WORK TASK:
All that is needed is each line of the entries holding the word "main", copied as it stands.

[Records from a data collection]
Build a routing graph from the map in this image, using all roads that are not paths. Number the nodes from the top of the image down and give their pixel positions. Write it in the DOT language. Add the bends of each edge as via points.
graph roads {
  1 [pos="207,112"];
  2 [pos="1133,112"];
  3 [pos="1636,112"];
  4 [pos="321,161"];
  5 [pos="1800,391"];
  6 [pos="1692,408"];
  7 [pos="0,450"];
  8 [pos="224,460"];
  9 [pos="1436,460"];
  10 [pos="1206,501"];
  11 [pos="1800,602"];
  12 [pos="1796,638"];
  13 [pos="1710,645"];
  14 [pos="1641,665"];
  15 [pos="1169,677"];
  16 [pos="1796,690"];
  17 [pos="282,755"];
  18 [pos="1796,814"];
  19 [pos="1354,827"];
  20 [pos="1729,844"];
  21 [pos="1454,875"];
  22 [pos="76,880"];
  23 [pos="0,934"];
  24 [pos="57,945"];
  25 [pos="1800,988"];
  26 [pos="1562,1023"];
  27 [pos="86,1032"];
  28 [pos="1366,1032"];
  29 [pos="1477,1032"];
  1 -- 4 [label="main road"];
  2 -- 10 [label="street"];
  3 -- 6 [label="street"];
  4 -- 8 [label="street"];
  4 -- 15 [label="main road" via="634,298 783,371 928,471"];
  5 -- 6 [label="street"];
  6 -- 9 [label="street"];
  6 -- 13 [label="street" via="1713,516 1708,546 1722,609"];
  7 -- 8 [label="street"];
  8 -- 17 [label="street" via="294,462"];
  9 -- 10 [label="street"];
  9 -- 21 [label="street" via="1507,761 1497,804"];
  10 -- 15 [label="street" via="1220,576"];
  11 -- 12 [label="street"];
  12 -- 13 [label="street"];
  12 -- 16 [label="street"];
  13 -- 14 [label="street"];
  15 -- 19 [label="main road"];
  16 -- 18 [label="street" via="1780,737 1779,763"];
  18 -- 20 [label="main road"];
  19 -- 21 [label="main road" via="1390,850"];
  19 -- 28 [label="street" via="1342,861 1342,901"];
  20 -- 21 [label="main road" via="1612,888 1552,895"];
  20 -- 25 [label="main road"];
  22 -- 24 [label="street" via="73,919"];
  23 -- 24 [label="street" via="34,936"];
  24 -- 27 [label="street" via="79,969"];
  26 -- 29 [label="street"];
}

SOLUTION FOR THIS EXERCISE:
  1 -- 4 [label="main road"];
  4 -- 15 [label="main road" via="634,298 783,371 928,471"];
  15 -- 19 [label="main road"];
  18 -- 20 [label="main road"];
  19 -- 21 [label="main road" via="1390,850"];
  20 -- 21 [label="main road" via="1612,888 1552,895"];
  20 -- 25 [label="main road"];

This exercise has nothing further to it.